● Aim of the task: Omitting all pictures, retype the entries below exactly as given.

=== Section Start ===

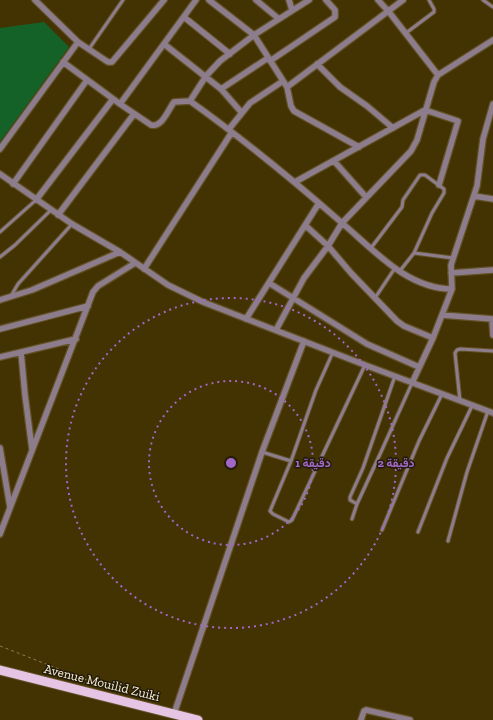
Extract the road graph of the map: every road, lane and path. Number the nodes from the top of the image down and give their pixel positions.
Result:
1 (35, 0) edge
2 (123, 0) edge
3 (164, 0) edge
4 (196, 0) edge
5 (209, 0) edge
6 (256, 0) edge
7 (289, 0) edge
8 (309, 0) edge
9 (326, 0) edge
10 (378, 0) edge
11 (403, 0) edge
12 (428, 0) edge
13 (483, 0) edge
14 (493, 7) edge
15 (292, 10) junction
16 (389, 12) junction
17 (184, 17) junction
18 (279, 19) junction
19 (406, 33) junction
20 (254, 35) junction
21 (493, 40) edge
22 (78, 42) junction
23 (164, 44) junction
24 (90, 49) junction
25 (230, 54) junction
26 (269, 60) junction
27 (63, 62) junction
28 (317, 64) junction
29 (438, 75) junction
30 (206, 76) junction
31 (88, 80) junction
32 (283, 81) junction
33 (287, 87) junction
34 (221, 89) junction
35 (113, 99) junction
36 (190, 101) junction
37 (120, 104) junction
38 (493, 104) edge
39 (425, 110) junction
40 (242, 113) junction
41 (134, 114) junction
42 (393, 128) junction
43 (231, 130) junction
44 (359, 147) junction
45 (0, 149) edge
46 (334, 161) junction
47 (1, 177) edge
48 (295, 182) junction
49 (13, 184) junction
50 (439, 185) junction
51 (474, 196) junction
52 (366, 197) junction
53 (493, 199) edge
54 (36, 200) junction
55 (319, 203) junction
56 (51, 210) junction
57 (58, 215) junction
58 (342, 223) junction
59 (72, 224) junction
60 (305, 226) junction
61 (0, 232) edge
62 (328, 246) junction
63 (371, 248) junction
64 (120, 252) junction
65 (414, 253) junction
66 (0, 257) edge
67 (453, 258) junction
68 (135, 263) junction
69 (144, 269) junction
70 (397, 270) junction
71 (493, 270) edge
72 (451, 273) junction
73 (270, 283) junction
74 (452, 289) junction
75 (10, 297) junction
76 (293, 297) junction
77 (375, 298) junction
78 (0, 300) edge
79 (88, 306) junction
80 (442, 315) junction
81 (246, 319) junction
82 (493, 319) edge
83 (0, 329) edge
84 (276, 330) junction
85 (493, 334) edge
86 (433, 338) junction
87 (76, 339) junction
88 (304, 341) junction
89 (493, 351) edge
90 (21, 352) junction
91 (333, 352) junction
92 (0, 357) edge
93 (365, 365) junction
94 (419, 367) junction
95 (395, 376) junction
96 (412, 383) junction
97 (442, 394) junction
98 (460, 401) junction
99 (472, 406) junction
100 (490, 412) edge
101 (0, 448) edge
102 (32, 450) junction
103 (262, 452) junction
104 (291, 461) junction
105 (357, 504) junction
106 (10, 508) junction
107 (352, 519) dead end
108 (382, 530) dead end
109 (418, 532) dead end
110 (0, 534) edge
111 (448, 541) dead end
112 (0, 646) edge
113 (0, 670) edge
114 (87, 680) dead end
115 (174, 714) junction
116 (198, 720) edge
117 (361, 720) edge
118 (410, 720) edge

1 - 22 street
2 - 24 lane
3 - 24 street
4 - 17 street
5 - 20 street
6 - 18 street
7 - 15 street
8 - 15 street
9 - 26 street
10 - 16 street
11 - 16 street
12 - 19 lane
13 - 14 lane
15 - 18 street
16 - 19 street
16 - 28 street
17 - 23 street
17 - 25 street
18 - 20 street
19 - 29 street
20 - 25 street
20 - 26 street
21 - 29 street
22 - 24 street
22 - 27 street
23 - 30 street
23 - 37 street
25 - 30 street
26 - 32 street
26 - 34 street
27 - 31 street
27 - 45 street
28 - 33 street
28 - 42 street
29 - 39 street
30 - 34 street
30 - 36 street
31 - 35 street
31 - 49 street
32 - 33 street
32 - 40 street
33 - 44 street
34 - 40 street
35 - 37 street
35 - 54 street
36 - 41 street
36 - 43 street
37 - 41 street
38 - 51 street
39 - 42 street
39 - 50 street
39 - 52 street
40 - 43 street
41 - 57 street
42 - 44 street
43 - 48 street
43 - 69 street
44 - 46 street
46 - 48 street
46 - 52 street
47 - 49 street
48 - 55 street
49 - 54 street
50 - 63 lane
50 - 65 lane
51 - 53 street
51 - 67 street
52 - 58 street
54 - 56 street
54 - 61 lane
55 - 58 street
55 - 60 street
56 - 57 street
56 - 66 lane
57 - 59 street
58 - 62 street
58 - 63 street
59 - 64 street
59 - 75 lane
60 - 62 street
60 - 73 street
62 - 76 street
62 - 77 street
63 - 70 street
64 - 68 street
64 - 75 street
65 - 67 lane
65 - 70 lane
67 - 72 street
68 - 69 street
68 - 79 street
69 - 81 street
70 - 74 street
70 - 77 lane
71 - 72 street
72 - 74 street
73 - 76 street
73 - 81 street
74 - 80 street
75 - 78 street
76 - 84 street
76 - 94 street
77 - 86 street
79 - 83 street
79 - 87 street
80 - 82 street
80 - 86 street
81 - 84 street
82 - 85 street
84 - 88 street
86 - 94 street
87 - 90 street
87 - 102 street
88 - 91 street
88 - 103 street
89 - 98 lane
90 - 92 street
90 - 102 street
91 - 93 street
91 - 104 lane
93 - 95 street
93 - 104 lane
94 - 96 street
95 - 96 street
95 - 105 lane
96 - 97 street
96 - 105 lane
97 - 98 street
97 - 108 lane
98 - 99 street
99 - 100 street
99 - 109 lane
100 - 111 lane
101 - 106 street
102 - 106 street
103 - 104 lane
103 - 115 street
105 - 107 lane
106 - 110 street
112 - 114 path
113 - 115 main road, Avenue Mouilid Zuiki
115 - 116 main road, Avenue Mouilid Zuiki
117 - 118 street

=== Section End ===

● Task response:
Extract the road graph of the map: every road, lane and path. Number the nodes from the top of the image down and give their pixel positions.
Result:
1 (35, 0) edge
2 (123, 0) edge
3 (164, 0) edge
4 (196, 0) edge
5 (209, 0) edge
6 (256, 0) edge
7 (289, 0) edge
8 (309, 0) edge
9 (326, 0) edge
10 (378, 0) edge
11 (403, 0) edge
12 (428, 0) edge
13 (483, 0) edge
14 (493, 7) edge
15 (292, 10) junction
16 (389, 12) junction
17 (184, 17) junction
18 (279, 19) junction
19 (406, 33) junction
20 (254, 35) junction
21 (493, 40) edge
22 (78, 42) junction
23 (164, 44) junction
24 (90, 49) junction
25 (230, 54) junction
26 (269, 60) junction
27 (63, 62) junction
28 (317, 64) junction
29 (438, 75) junction
30 (206, 76) junction
31 (88, 80) junction
32 (283, 81) junction
33 (287, 87) junction
34 (221, 89) junction
35 (113, 99) junction
36 (190, 101) junction
37 (120, 104) junction
38 (493, 104) edge
39 (425, 110) junction
40 (242, 113) junction
41 (134, 114) junction
42 (393, 128) junction
43 (231, 130) junction
44 (359, 147) junction
45 (0, 149) edge
46 (334, 161) junction
47 (1, 177) edge
48 (295, 182) junction
49 (13, 184) junction
50 (439, 185) junction
51 (474, 196) junction
52 (366, 197) junction
53 (493, 199) edge
54 (36, 200) junction
55 (319, 203) junction
56 (51, 210) junction
57 (58, 215) junction
58 (342, 223) junction
59 (72, 224) junction
60 (305, 226) junction
61 (0, 232) edge
62 (328, 246) junction
63 (371, 248) junction
64 (120, 252) junction
65 (414, 253) junction
66 (0, 257) edge
67 (453, 258) junction
68 (135, 263) junction
69 (144, 269) junction
70 (397, 270) junction
71 (493, 270) edge
72 (451, 273) junction
73 (270, 283) junction
74 (452, 289) junction
75 (10, 297) junction
76 (293, 297) junction
77 (375, 298) junction
78 (0, 300) edge
79 (88, 306) junction
80 (442, 315) junction
81 (246, 319) junction
82 (493, 319) edge
83 (0, 329) edge
84 (276, 330) junction
85 (493, 334) edge
86 (433, 338) junction
87 (76, 339) junction
88 (304, 341) junction
89 (493, 351) edge
90 (21, 352) junction
91 (333, 352) junction
92 (0, 357) edge
93 (365, 365) junction
94 (419, 367) junction
95 (395, 376) junction
96 (412, 383) junction
97 (442, 394) junction
98 (460, 401) junction
99 (472, 406) junction
100 (490, 412) edge
101 (0, 448) edge
102 (32, 450) junction
103 (262, 452) junction
104 (291, 461) junction
105 (357, 504) junction
106 (10, 508) junction
107 (352, 519) dead end
108 (382, 530) dead end
109 (418, 532) dead end
110 (0, 534) edge
111 (448, 541) dead end
112 (0, 646) edge
113 (0, 670) edge
114 (87, 680) dead end
115 (174, 714) junction
116 (198, 720) edge
117 (361, 720) edge
118 (410, 720) edge

1 - 22 street
2 - 24 lane
3 - 24 street
4 - 17 street
5 - 20 street
6 - 18 street
7 - 15 street
8 - 15 street
9 - 26 street
10 - 16 street
11 - 16 street
12 - 19 lane
13 - 14 lane
15 - 18 street
16 - 19 street
16 - 28 street
17 - 23 street
17 - 25 street
18 - 20 street
19 - 29 street
20 - 25 street
20 - 26 street
21 - 29 street
22 - 24 street
22 - 27 street
23 - 30 street
23 - 37 street
25 - 30 street
26 - 32 street
26 - 34 street
27 - 31 street
27 - 45 street
28 - 33 street
28 - 42 street
29 - 39 street
30 - 34 street
30 - 36 street
31 - 35 street
31 - 49 street
32 - 33 street
32 - 40 street
33 - 44 street
34 - 40 street
35 - 37 street
35 - 54 street
36 - 41 street
36 - 43 street
37 - 41 street
38 - 51 street
39 - 42 street
39 - 50 street
39 - 52 street
40 - 43 street
41 - 57 street
42 - 44 street
43 - 48 street
43 - 69 street
44 - 46 street
46 - 48 street
46 - 52 street
47 - 49 street
48 - 55 street
49 - 54 street
50 - 63 lane
50 - 65 lane
51 - 53 street
51 - 67 street
52 - 58 street
54 - 56 street
54 - 61 lane
55 - 58 street
55 - 60 street
56 - 57 street
56 - 66 lane
57 - 59 street
58 - 62 street
58 - 63 street
59 - 64 street
59 - 75 lane
60 - 62 street
60 - 73 street
62 - 76 street
62 - 77 street
63 - 70 street
64 - 68 street
64 - 75 street
65 - 67 lane
65 - 70 lane
67 - 72 street
68 - 69 street
68 - 79 street
69 - 81 street
70 - 74 street
70 - 77 lane
71 - 72 street
72 - 74 street
73 - 76 street
73 - 81 street
74 - 80 street
75 - 78 street
76 - 84 street
76 - 94 street
77 - 86 street
79 - 83 street
79 - 87 street
80 - 82 street
80 - 86 street
81 - 84 street
82 - 85 street
84 - 88 street
86 - 94 street
87 - 90 street
87 - 102 street
88 - 91 street
88 - 103 street
89 - 98 lane
90 - 92 street
90 - 102 street
91 - 93 street
91 - 104 lane
93 - 95 street
93 - 104 lane
94 - 96 street
95 - 96 street
95 - 105 lane
96 - 97 street
96 - 105 lane
97 - 98 street
97 - 108 lane
98 - 99 street
99 - 100 street
99 - 109 lane
100 - 111 lane
101 - 106 street
102 - 106 street
103 - 104 lane
103 - 115 street
105 - 107 lane
106 - 110 street
112 - 114 path
113 - 115 main road, Avenue Mouilid Zuiki
115 - 116 main road, Avenue Mouilid Zuiki
117 - 118 street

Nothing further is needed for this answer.